───── Supplied entries ─────
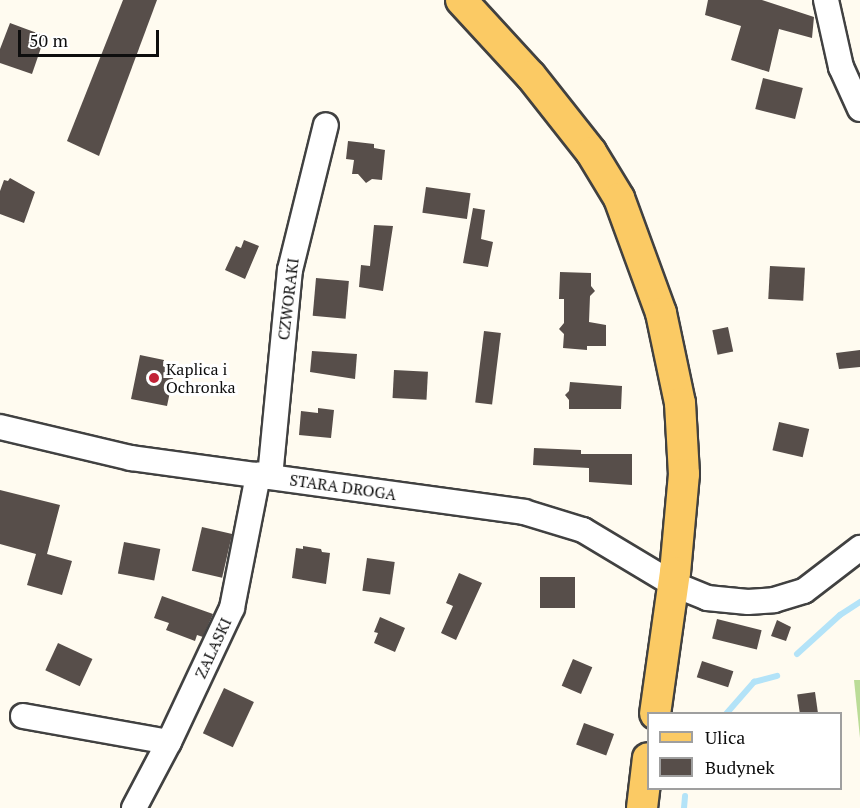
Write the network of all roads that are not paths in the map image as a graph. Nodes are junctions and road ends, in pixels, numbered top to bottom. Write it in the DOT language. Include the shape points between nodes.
graph roads {
  1 [pos="461,0"];
  2 [pos="826,0"];
  3 [pos="860,109"];
  4 [pos="326,125"];
  5 [pos="0,427"];
  6 [pos="264,476"];
  7 [pos="860,548"];
  8 [pos="673,584"];
  9 [pos="655,712"];
  10 [pos="23,716"];
  11 [pos="169,742"];
  12 [pos="647,766"];
  13 [pos="134,808"];
  14 [pos="642,808"];
  1 -- 8 [label="main road" via="562,113 619,198 635,235 661,312 680,403 684,474"];
  2 -- 3 [label="street" via="841,67"];
  4 -- 6 [label="street, CZWORAKI" via="290,270"];
  5 -- 6 [label="street, STARA DROGA" via="131,458"];
  6 -- 8 [label="street, STARA DROGA" via="524,512 583,530"];
  6 -- 11 [label="street, ZALASKI" via="232,608"];
  7 -- 8 [label="street, STARA DROGA" via="804,591 774,600 707,598"];
  8 -- 9 [label="main road"];
  10 -- 11 [label="street"];
  11 -- 13 [label="street, ZALASKI"];
  12 -- 14 [label="main road"];
}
─────
- Work task: Omitting the images, output each record precisely as written.

- Solution to the exercise:
Write the network of all roads that are not paths in the map image as a graph. Nodes are junctions and road ends, in pixels, numbered top to bottom. Write it in the DOT language. Include the shape points between nodes.
graph roads {
  1 [pos="461,0"];
  2 [pos="826,0"];
  3 [pos="860,109"];
  4 [pos="326,125"];
  5 [pos="0,427"];
  6 [pos="264,476"];
  7 [pos="860,548"];
  8 [pos="673,584"];
  9 [pos="655,712"];
  10 [pos="23,716"];
  11 [pos="169,742"];
  12 [pos="647,766"];
  13 [pos="134,808"];
  14 [pos="642,808"];
  1 -- 8 [label="main road" via="562,113 619,198 635,235 661,312 680,403 684,474"];
  2 -- 3 [label="street" via="841,67"];
  4 -- 6 [label="street, CZWORAKI" via="290,270"];
  5 -- 6 [label="street, STARA DROGA" via="131,458"];
  6 -- 8 [label="street, STARA DROGA" via="524,512 583,530"];
  6 -- 11 [label="street, ZALASKI" via="232,608"];
  7 -- 8 [label="street, STARA DROGA" via="804,591 774,600 707,598"];
  8 -- 9 [label="main road"];
  10 -- 11 [label="street"];
  11 -- 13 [label="street, ZALASKI"];
  12 -- 14 [label="main road"];
}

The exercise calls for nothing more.